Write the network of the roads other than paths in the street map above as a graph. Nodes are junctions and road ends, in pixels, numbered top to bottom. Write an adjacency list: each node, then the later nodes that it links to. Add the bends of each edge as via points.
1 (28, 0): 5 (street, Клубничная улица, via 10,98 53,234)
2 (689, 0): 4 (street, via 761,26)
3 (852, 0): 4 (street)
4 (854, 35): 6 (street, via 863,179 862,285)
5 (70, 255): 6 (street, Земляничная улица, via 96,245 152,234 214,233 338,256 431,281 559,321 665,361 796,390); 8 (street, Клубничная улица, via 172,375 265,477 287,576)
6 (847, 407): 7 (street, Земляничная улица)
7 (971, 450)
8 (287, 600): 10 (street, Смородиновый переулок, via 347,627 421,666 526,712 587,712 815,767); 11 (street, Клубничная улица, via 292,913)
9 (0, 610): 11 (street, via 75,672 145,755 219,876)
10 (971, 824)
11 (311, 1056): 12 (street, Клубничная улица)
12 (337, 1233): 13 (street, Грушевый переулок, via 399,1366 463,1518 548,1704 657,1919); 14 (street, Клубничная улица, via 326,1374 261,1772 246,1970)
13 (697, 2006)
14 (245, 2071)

● ● ●

▶ _What the exercise asks_
Every entry above must be copied exactly.

▶ _Your response_
Write the network of the roads other than paths in the street map above as a graph. Nodes are junctions and road ends, in pixels, numbered top to bottom. Write an adjacency list: each node, then the later nodes that it links to. Add the bends of each edge as via points.
1 (28, 0): 5 (street, Клубничная улица, via 10,98 53,234)
2 (689, 0): 4 (street, via 761,26)
3 (852, 0): 4 (street)
4 (854, 35): 6 (street, via 863,179 862,285)
5 (70, 255): 6 (street, Земляничная улица, via 96,245 152,234 214,233 338,256 431,281 559,321 665,361 796,390); 8 (street, Клубничная улица, via 172,375 265,477 287,576)
6 (847, 407): 7 (street, Земляничная улица)
7 (971, 450)
8 (287, 600): 10 (street, Смородиновый переулок, via 347,627 421,666 526,712 587,712 815,767); 11 (street, Клубничная улица, via 292,913)
9 (0, 610): 11 (street, via 75,672 145,755 219,876)
10 (971, 824)
11 (311, 1056): 12 (street, Клубничная улица)
12 (337, 1233): 13 (street, Грушевый переулок, via 399,1366 463,1518 548,1704 657,1919); 14 (street, Клубничная улица, via 326,1374 261,1772 246,1970)
13 (697, 2006)
14 (245, 2071)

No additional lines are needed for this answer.